To do » Across the entries below, please work out how many lines contain the string "Ernfrid" and give only the number.

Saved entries
::::::::::

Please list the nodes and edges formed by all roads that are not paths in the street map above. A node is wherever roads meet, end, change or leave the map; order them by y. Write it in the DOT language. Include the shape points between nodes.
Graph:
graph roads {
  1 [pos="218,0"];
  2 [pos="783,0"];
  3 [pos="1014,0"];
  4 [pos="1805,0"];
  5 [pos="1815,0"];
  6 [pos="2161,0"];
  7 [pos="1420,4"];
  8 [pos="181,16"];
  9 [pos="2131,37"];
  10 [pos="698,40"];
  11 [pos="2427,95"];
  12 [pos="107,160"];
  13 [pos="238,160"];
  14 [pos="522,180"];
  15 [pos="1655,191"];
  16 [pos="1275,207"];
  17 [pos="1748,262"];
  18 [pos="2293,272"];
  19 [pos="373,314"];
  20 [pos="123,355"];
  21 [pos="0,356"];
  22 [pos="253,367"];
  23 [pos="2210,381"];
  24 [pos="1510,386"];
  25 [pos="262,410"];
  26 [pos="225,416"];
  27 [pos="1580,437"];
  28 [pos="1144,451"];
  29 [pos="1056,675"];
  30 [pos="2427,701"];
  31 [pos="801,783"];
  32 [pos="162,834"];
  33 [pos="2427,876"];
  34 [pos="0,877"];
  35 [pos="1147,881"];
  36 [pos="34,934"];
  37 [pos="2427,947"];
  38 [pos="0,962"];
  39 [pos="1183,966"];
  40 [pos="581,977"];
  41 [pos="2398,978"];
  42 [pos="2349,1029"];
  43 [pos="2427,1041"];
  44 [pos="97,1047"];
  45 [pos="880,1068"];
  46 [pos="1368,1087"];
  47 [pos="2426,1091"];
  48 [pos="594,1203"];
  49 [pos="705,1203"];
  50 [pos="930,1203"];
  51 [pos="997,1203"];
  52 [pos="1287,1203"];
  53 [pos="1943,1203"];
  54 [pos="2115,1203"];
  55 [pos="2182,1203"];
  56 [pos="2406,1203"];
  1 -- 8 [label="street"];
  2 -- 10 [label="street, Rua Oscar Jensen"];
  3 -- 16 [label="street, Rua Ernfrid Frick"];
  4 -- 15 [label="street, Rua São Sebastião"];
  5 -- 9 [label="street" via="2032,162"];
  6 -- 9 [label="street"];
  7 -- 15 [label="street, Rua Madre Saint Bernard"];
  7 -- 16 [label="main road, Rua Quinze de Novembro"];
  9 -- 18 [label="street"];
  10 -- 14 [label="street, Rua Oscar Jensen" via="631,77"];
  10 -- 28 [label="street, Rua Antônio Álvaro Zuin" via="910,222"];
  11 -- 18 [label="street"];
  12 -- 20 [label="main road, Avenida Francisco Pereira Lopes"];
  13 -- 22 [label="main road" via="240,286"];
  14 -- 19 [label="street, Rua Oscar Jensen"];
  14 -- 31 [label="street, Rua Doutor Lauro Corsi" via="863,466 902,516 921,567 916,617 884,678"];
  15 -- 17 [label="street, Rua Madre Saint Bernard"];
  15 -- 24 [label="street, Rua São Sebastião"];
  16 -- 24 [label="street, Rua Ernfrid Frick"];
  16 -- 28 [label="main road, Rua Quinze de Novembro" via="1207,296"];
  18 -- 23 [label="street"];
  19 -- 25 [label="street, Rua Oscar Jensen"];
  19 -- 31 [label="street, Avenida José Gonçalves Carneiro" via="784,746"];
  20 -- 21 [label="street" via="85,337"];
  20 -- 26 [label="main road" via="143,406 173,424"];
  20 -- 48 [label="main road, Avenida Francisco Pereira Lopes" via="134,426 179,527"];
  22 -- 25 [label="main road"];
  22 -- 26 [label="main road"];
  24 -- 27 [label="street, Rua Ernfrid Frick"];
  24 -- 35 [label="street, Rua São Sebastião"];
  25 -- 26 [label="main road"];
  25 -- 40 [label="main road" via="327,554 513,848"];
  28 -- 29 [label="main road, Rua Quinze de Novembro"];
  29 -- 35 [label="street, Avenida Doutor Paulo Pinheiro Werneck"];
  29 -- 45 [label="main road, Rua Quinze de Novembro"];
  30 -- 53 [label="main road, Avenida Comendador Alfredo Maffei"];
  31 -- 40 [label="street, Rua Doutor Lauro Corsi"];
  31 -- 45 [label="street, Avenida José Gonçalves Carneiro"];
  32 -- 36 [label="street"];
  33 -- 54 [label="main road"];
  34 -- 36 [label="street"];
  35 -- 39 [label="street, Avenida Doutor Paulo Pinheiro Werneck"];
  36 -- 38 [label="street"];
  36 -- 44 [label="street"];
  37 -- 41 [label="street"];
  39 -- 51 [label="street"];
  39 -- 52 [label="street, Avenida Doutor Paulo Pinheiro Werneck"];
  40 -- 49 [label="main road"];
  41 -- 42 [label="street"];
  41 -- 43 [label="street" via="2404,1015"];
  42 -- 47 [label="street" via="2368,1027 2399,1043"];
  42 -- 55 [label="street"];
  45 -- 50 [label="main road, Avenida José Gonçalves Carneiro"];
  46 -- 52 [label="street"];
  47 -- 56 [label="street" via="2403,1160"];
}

::::::::::

The answer » 3